As a classically trained, professional violinist, Susan has spent her whole life with a fiddle in hand and now uses her music to tell stories at schools and community centers locally as well as internationally in Arusha, Tanzania and Costa Rica earlier this summer. Kate and Allie both started playing instruments at a young age and are now members of their high school orchestra and joined their mom abroad this summer for performances.
Performing for the first time five years ago at Susan’s brother’s wedding, the trio eventually decided to take their sound public on 2012 in the popular busking area of Harvard Square, thanks to Allie’s suggestion for some summer fun. And it certainly has been fun. They’ve received a $100 bill in their case. They watched their crowd jump six feet back before pigeons flew over and did exactly what would make a crowd jump six feet back. Allie got proposed to.

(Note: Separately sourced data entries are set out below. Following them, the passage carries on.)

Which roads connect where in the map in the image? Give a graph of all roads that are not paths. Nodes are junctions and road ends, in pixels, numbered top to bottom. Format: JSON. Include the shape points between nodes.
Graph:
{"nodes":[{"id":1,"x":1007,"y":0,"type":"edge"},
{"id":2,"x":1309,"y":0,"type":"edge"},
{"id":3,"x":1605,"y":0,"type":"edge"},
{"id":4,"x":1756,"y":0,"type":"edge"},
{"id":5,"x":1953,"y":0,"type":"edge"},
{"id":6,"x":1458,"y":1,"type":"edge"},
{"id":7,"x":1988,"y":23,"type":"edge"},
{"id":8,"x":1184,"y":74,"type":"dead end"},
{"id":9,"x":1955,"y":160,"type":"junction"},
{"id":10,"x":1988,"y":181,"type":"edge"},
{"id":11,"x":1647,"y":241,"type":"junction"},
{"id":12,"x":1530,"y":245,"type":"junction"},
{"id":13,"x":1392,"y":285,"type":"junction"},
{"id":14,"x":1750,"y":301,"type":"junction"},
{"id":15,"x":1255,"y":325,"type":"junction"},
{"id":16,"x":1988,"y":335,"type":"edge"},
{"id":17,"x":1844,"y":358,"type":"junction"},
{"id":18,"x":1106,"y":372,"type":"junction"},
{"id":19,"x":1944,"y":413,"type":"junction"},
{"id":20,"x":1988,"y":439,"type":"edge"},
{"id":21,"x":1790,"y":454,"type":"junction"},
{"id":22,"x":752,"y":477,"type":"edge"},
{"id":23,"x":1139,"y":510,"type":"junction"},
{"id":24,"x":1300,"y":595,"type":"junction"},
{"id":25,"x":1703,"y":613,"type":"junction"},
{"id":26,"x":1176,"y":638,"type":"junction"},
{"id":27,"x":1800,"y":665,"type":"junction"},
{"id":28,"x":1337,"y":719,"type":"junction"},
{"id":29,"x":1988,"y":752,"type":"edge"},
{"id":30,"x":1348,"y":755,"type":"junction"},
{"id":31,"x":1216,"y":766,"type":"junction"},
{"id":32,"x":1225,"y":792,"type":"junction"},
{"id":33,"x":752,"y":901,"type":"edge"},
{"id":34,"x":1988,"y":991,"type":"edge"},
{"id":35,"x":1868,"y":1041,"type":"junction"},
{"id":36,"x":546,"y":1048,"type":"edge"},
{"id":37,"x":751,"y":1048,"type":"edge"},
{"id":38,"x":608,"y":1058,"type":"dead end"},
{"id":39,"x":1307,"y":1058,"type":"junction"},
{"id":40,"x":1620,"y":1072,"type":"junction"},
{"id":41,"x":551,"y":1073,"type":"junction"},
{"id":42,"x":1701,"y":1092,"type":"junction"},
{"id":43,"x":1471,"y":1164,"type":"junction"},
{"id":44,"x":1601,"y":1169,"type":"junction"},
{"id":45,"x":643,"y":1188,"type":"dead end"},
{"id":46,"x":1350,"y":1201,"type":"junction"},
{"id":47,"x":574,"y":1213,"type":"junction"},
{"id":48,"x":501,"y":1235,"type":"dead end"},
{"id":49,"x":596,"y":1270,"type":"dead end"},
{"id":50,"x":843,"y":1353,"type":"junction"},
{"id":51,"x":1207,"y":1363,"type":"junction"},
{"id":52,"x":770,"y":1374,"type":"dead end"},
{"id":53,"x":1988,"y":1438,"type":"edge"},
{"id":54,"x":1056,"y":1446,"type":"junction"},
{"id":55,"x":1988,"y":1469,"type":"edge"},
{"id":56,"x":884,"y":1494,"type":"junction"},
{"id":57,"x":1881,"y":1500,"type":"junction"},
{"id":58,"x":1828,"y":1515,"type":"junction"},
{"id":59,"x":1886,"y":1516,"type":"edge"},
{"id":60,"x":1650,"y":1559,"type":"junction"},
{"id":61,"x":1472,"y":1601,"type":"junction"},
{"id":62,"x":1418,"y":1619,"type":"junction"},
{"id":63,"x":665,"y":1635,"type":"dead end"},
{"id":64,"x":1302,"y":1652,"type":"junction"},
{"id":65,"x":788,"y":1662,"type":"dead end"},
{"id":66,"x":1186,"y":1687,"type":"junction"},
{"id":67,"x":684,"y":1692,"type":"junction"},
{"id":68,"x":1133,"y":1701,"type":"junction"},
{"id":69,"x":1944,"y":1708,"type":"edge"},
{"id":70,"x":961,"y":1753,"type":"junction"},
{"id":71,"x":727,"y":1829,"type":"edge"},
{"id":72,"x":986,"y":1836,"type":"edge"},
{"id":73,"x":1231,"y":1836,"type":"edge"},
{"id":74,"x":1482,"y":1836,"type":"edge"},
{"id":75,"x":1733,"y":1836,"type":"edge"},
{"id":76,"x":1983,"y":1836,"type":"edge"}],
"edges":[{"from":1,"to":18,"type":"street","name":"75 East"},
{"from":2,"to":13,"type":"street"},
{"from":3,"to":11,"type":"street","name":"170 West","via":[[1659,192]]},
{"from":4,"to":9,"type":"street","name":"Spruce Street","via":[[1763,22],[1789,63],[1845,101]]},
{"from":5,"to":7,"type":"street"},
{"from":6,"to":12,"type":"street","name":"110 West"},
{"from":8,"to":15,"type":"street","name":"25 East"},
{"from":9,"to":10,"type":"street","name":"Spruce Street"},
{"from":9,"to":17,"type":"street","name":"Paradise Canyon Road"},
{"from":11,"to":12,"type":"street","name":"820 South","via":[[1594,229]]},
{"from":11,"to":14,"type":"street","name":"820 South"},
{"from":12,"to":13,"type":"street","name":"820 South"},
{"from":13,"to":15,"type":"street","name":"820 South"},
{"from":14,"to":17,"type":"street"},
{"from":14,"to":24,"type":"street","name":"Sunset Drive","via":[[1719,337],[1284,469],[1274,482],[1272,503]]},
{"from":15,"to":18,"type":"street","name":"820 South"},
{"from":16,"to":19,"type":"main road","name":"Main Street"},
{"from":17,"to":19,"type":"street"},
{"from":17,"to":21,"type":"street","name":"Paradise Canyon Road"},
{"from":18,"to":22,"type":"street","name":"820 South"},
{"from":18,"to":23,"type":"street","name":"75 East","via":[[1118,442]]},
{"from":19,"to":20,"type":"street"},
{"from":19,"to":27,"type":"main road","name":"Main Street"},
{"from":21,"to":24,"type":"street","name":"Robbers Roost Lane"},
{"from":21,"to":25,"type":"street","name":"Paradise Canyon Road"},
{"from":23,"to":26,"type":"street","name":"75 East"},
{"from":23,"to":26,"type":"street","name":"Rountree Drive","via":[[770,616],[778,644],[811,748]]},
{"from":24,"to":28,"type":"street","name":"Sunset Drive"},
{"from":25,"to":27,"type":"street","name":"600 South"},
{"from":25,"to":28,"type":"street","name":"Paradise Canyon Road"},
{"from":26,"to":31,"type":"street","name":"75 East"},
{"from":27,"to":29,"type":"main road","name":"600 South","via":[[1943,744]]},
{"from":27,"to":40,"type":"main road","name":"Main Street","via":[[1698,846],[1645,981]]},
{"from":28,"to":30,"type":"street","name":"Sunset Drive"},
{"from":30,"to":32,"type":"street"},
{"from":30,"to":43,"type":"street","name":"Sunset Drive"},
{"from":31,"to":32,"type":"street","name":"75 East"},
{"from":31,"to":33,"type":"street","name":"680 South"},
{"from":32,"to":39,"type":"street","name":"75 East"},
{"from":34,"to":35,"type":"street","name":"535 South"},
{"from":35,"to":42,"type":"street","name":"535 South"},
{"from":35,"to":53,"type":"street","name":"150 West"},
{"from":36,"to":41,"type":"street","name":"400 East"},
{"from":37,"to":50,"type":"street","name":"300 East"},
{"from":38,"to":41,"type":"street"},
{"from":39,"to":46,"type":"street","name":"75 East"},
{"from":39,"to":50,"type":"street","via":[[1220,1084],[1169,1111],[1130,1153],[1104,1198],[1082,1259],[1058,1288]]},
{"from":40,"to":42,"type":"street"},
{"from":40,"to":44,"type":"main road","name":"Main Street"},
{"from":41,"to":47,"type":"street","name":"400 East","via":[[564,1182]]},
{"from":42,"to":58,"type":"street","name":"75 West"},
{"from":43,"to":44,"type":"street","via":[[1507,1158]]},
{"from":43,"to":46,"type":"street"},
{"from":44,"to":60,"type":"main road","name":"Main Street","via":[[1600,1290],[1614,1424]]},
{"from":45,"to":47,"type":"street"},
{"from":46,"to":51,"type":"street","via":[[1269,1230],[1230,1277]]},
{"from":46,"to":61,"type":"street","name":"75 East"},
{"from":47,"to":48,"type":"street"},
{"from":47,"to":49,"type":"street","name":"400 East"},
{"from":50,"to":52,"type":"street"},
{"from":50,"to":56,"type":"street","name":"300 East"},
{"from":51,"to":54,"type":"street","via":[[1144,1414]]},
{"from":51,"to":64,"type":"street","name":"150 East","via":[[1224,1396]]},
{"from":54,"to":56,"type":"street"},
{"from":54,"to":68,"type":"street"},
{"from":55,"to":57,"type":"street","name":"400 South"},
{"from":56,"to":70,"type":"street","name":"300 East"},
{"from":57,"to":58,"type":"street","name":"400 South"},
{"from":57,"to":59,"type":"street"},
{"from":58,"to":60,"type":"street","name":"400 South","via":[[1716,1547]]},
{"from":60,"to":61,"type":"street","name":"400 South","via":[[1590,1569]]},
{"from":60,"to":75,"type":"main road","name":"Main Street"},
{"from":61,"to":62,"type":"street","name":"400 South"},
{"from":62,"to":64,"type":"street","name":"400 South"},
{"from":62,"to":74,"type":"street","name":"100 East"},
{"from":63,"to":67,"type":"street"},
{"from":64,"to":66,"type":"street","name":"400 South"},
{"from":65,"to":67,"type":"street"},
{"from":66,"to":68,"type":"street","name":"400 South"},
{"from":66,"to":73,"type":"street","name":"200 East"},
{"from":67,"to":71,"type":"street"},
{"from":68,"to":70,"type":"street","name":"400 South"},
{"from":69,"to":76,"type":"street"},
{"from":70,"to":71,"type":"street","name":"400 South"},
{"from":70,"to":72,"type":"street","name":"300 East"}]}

Playing such a diverse range of music 100 percent from memory allows for them to engage and contribute to the energy of the crowd, which Allie and Kate believe is a vitally important factor that distinguishes busking from performing in a concert venue. Attracting a gathering is one thing, but keeping their attention is another challenge. Unfortunately, they learned from experience that there are some songs that will clear the crowd. Other songs, like the Greek folk song Miserlou (yes, the same song as Dick Dale’s surf rock version made famous by Pulp Fiction and later used as an instrumental for The Black Eyed Peas’ ‘Pump It’), tend to get everyone excited, riled up and ready for whatever the spirited trio has to offer next. While performing, the Reeds enjoy the vibes they are able to create by grooving to their own sound, stomping their feet and communicating with the crowd, which makes the crowd much more comfortable with reciprocating energy by cheering and dancing along.
Certain tunes tend to extract certain people out of the crowd, too. Metalheads tend to step forward and get a little head bob going when the Reeds cover Metallica. Middle Easterners emerge when they play their culture songs. Even traditional Gypsy tunes extract certain people from the crowd. The Reeds appreciate this type of praise of their diverse song choice. This diversity is the type of unique experience that Susan and her daughters think busking reveals to artists.
Above all, it is joyous for them to see the happiness they bring to an eclectic audience with their eclectic song selection.